Бродский глазами современников — страница 14 из 75

Как и почему именно на вас пал выбор хранения архива Бродского?

Так решил Александр Иванович.

Он передал вам лично его или по завещанию?

Нет, в завещании этого не было. Он просто в последний год говорил нескольким близким людям из друзей Иосифа, кому что должно на хранение пойти. И меня он просил взять Осину мебель — стол, шкаф, — библиотеку и бумаги. Рисунки Иосифа хранятся у другого человека[102]. Среди бумаг, в частности, есть письма Иосифа, но я, естественно, в них не заглядываю. Вот сейчас в сборнике этой конференции[103] опубликованы три письма Анны Андреевны к нему, которые лежали отдельно, без конвертов.
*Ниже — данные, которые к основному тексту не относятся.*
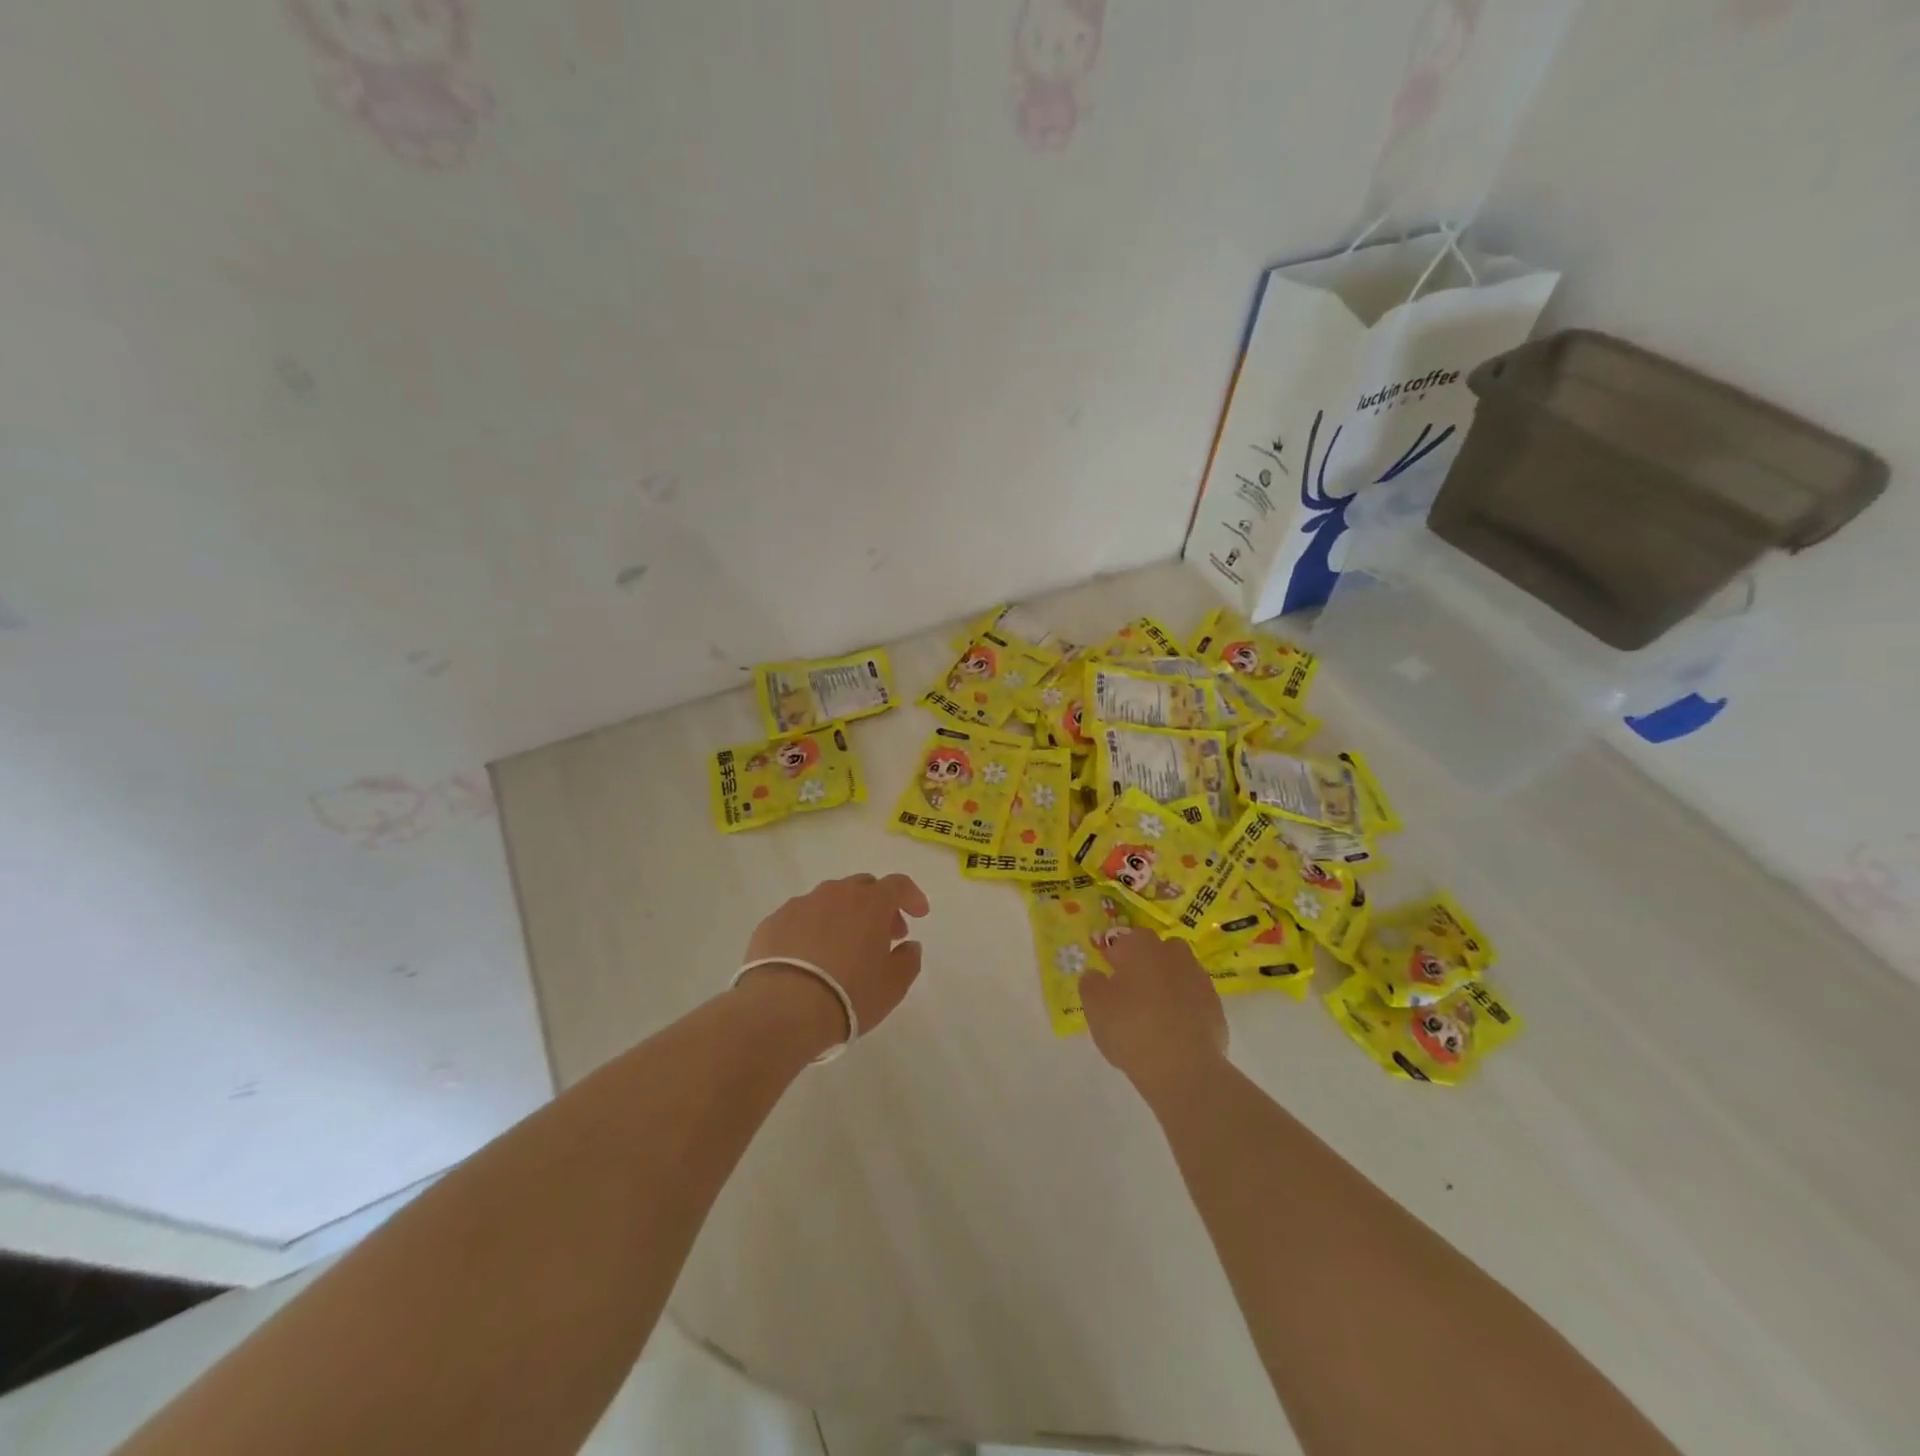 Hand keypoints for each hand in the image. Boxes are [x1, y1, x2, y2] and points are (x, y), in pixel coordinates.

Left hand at [740, 873, 929, 1051]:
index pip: (898, 885)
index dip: (911, 896)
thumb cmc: (849, 995)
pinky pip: (800, 918)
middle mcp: (835, 894)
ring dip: (842, 916)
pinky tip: (808, 958)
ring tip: (842, 948)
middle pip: (862, 887)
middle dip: (877, 906)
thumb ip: (908, 959)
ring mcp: (800, 905)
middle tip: (882, 935)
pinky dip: (811, 930)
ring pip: (828, 900)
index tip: (918, 914)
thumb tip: (908, 945)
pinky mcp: (772, 922)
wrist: (783, 1010)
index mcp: (870, 903)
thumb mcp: (893, 985)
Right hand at [1079, 927, 1227, 1097]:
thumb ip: (1091, 984)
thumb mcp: (1095, 1006)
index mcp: (1141, 947)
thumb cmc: (1130, 1028)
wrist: (1183, 1067)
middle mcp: (1173, 954)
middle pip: (1157, 951)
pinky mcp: (1215, 1007)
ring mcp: (1198, 980)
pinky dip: (1183, 1008)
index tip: (1108, 973)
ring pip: (1178, 973)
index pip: (1125, 939)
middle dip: (1145, 964)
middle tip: (1131, 991)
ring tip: (1152, 1014)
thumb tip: (1095, 975)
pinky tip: (1172, 1031)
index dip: (1115, 955)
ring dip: (1167, 985)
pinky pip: (1193, 1000) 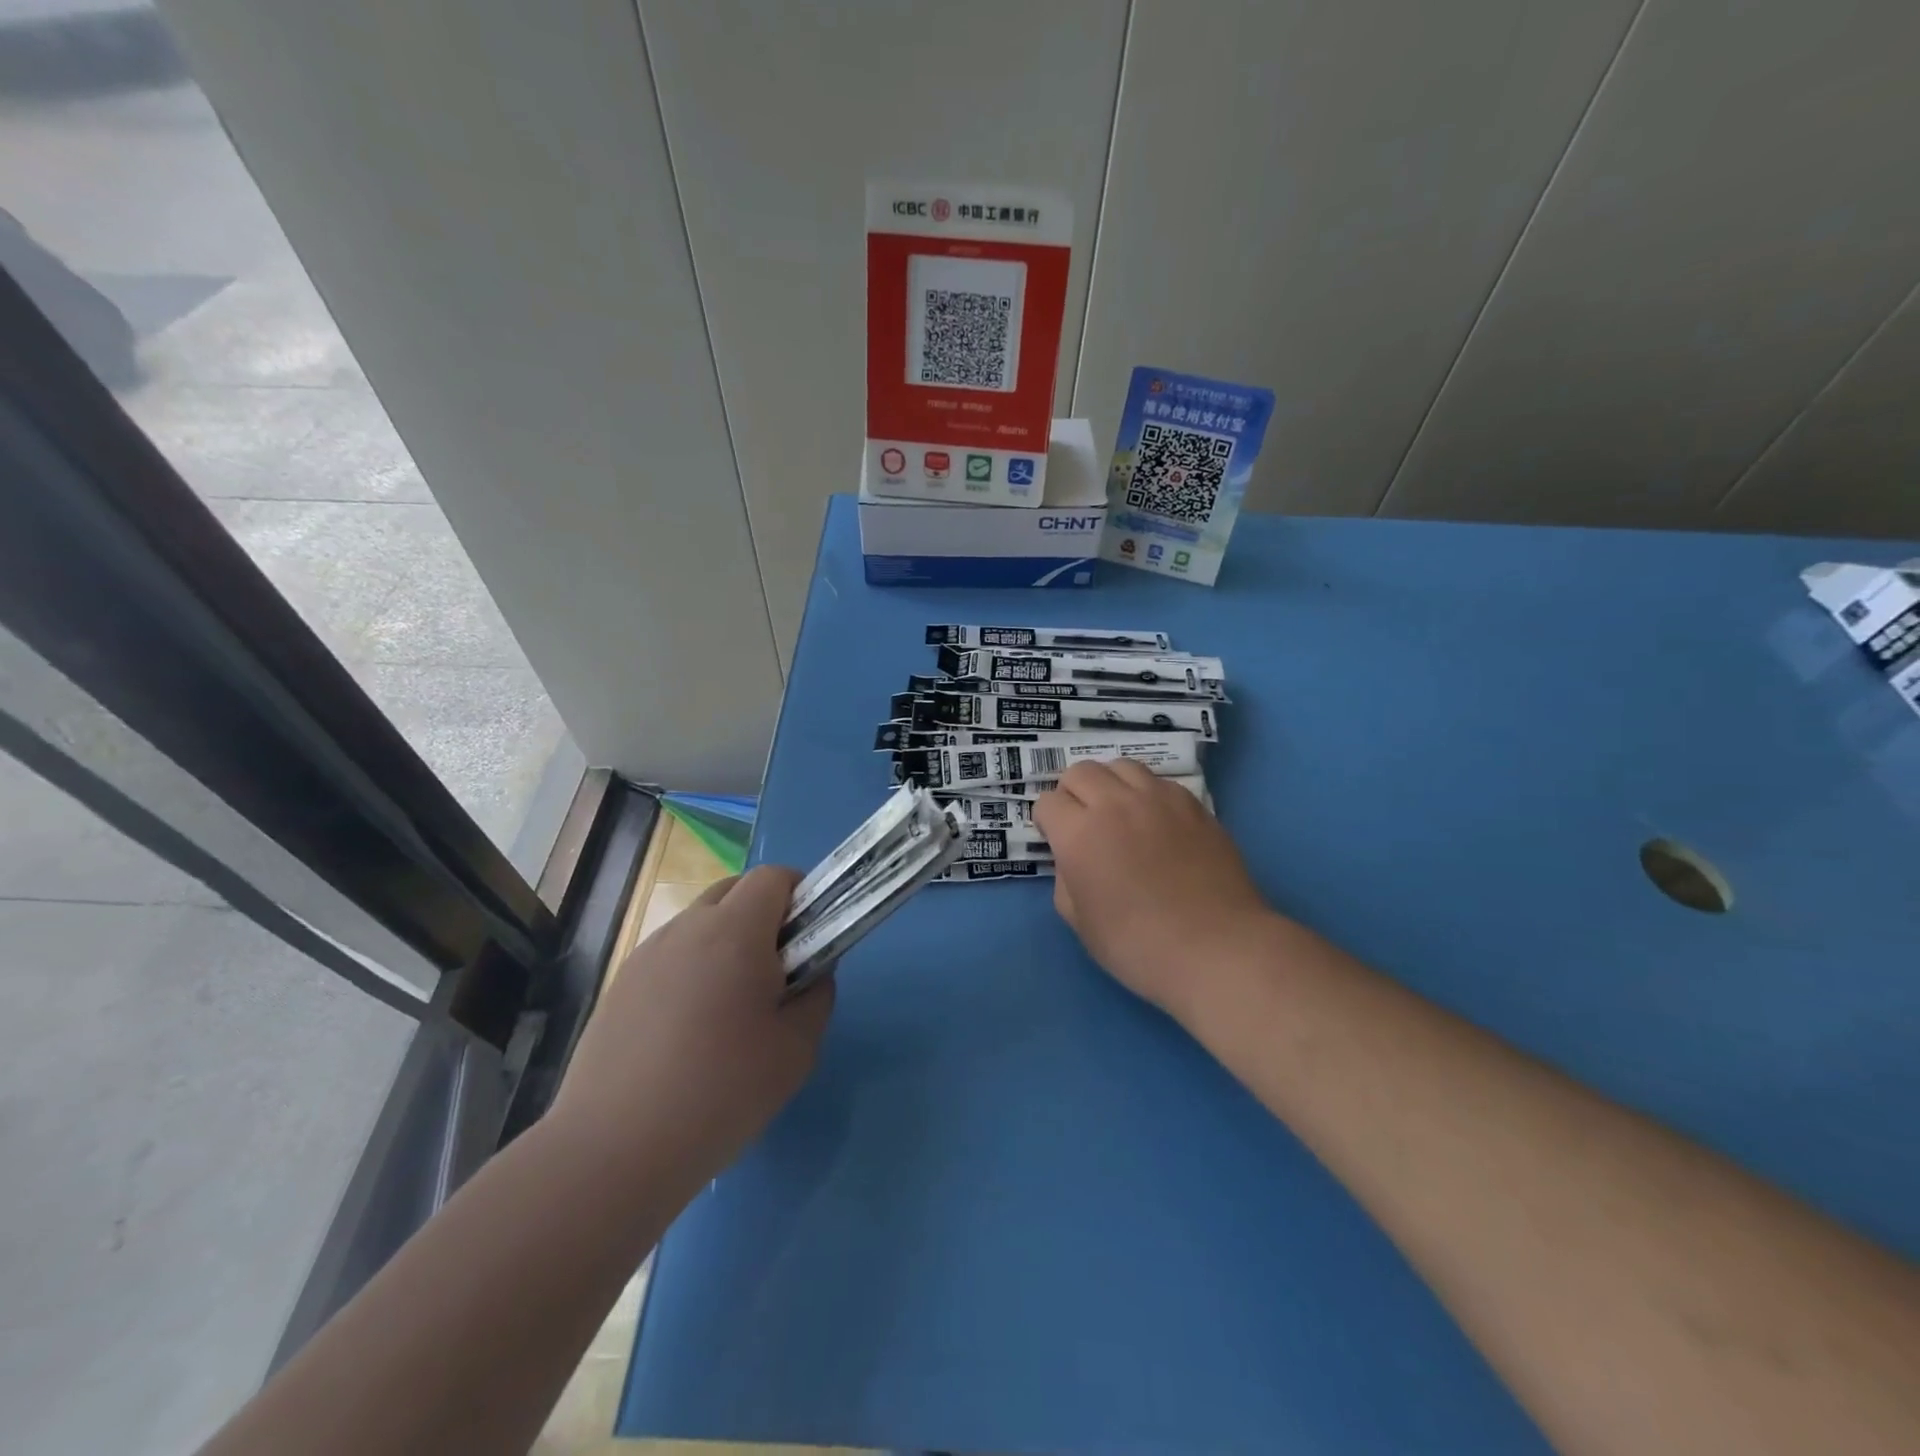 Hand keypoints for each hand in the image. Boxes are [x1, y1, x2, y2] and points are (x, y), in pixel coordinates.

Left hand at [553, 865, 833, 1190]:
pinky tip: (688, 1030)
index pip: (773, 877)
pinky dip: (692, 968)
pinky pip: (670, 956)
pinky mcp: (619, 987)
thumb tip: (813, 973)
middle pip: (734, 890)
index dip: (800, 894)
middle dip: (764, 913)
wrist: (613, 1152)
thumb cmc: (720, 1093)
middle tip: (777, 970)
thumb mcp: (796, 1051)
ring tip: (730, 1007)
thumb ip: (817, 996)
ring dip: (726, 941)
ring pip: (699, 923)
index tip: (811, 935)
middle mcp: (686, 928)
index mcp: (734, 932)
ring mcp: (645, 955)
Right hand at [1035, 760, 1273, 1022]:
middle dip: (1073, 793)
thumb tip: (1073, 858)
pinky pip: (1159, 781)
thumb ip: (1065, 879)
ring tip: (1119, 812)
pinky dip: (1147, 793)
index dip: (1048, 823)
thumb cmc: (1138, 945)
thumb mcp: (1079, 922)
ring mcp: (1157, 798)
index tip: (1058, 843)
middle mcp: (1114, 804)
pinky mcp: (1192, 804)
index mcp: (1079, 833)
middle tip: (1083, 823)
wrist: (1216, 948)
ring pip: (1121, 766)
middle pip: (1080, 772)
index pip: (1047, 802)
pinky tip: (1156, 822)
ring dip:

Я в общем случайно на них наткнулся, перебирая папки с разного рода бумагами, черновиками, перекладывая их при переезде. И только поэтому они всплыли, эти письма, на свет. Я запросил Иосифа, и он разрешил их напечатать, поскольку они представляют ценность более серьезную, чем просто переписка двух людей[104].

Теперь мне хотелось бы коснуться его главных идей. Как вам видятся его магистральные темы? О чем Бродский постоянно говорит, делая еле- дующий логический шаг, иногда даже в абсурд?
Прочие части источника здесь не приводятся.